Back in South Africa, based in Durban and tasked with marketing the MTN Science Centre (an NGO largely concerned with exposing disadvantaged children to the wonders of maths and science), Driver wrote How to Help: A Guide to Charitable Causes in Durban. The small manual garnered enormous publicity and Driver found herself increasingly acting as intermediary between organisations and people.

She took to this role like a duck to water and was soon running the corporate consulting arm of GreaterGood SA called GreaterCapital, advising companies from Coca-Cola to Unilever among 65 others on how to best invest in social funding, how to ensure their money is optimally channelled and how to maximise their brand while doing so.

BEE regulations and corporate social investment programmes were fast becoming common practice, and as a first in its field, GreaterCapital was perfectly positioned to lead the way.

Then, at the height of the recession and in the thick of the global crisis, Driver courageously moved to the Children’s Hospital Trust challenged by a mandate to develop an extended strategy for paediatric healthcare in the Western Cape and to bring the organisation to a point of self-sustainability.

Driver typically speeds through her CV in less time than it takes the Ferrari F1 team to complete a pit stop, and when she fires on full cylinders its pure optimism, energy and a can-do charm that shoots from her inexhaustible engine.

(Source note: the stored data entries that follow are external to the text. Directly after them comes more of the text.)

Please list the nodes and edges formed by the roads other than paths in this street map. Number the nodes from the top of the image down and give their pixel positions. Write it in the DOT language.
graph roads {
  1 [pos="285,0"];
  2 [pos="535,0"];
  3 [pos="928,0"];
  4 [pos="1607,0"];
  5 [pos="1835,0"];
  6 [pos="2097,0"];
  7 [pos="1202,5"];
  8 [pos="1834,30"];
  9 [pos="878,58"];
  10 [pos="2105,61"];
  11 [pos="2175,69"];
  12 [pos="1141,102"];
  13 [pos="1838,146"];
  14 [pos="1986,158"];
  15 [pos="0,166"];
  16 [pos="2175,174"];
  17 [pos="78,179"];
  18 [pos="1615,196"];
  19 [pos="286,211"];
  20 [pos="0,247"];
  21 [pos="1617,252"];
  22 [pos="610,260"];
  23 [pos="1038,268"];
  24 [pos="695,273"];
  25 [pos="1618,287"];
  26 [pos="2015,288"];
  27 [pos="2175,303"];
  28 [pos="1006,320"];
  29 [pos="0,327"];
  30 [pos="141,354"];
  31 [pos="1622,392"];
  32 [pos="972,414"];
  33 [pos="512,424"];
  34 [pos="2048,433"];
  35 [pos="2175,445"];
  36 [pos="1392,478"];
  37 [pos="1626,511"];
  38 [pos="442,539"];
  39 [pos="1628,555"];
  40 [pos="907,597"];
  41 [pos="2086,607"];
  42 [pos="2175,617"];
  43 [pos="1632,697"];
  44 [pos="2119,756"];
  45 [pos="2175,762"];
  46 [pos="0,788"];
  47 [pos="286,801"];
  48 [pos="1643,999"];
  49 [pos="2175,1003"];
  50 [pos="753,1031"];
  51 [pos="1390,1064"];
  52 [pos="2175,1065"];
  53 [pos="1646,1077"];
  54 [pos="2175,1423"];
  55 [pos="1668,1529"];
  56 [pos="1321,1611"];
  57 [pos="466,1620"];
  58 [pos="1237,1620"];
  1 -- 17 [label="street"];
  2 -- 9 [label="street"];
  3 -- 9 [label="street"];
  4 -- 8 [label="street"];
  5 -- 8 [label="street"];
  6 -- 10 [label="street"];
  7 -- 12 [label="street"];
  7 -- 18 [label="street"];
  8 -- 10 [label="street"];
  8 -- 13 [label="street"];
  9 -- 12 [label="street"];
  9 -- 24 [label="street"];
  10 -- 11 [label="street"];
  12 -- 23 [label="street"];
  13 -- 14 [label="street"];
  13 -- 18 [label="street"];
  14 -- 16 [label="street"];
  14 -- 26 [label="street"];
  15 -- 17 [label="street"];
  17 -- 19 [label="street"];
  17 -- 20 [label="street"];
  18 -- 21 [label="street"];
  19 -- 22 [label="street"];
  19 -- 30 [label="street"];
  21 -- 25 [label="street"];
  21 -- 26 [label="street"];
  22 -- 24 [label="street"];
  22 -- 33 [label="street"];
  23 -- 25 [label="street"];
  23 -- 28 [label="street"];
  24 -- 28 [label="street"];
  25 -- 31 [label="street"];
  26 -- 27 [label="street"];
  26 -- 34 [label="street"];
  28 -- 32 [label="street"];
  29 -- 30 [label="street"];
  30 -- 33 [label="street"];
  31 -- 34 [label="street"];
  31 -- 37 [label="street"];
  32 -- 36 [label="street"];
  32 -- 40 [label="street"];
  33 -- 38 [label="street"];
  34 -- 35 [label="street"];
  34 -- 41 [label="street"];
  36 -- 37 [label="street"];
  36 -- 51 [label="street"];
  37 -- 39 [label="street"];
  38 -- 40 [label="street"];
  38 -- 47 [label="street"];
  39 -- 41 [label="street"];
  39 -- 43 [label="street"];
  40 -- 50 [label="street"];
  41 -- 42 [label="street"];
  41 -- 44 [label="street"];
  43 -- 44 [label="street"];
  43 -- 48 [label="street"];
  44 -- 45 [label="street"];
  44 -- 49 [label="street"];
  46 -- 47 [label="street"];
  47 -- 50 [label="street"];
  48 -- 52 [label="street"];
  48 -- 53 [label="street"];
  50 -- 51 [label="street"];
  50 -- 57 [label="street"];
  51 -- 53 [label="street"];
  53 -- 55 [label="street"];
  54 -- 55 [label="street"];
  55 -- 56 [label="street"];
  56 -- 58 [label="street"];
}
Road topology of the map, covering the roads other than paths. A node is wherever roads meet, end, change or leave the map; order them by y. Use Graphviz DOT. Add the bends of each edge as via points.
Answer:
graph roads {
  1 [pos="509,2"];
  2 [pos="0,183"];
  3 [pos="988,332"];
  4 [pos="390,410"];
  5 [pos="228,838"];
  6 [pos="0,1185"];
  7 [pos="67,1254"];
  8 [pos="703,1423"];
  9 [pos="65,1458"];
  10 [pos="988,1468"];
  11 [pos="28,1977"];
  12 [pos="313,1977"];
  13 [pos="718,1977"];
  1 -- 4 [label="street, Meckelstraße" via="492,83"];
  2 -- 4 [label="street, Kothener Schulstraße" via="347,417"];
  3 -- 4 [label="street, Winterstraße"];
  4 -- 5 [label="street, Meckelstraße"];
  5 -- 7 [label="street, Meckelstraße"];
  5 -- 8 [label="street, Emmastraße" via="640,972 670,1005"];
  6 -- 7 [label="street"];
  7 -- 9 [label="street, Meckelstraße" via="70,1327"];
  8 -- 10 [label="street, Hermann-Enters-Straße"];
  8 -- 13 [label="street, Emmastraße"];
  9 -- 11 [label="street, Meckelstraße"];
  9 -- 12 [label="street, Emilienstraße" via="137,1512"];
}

Her narrative is punctuated with words such as ‘lucky’, ‘fortunate’, ‘grateful’ and phrases like “dream come true”. A week in Driver’s diary looks something like this: Meeting with the minister of health, Lunch with Suzanne Ackerman (Pick n Pay is one of the Red Cross Children’s Hospital’s longest standing beneficiaries), Tea for the Muslim Women’s Group in Athlone, and preparations for a big organ donor drive inaugurated by Premier Helen Zille to coincide with Mandela Day.

But for the most part, Driver’s job is desk-based, endless and unglamorous, and Driver is quick to put paid to popular notions of fundraisers as high society beggars in ball gowns picking the pockets of penguin-suited corporates seeking absolution through charitable donation.

“Our operation base is not funded, we work off the interest of a large bequest given to the trust 10 years ago,” explains Driver. “There is really no money or time to plan lavish events.”

For her part, Driver is tormented by “that look of desperation, the pain in the parents’ faces”. She is motivated by the courage of the children. “They are so strong and positive.”

She is inspired by the overwhelming commitment of the staff, “they are passionate and dedicated beyond the call of duty”, and by a genuine desire to build a better South Africa. “The most amazing thing about this hospital”, says Driver, “is that the poorest of the poor are being treated by the best paediatricians in the field.”

Like most mothers, Driver needs a disciplined division between work and home. With two small children of her own and hundreds more in the hospitals, it’s not always easy.

In 2012, when her daughter was two, Driver and her husband adopted a baby. An incorrigible multitasker, Driver overambitiously combined maternity leave with an overdue operation on her Achilles heel, which left her with a boot on one foot, a baby bag around her neck and a bottle in each hand as she hopped between nurseries.

And what better metaphor for her work: in a handicapped healthcare system where demand far outstrips supply, Driver and her team are always juggling projects?…?with a programme and a funding plan in the baby bag.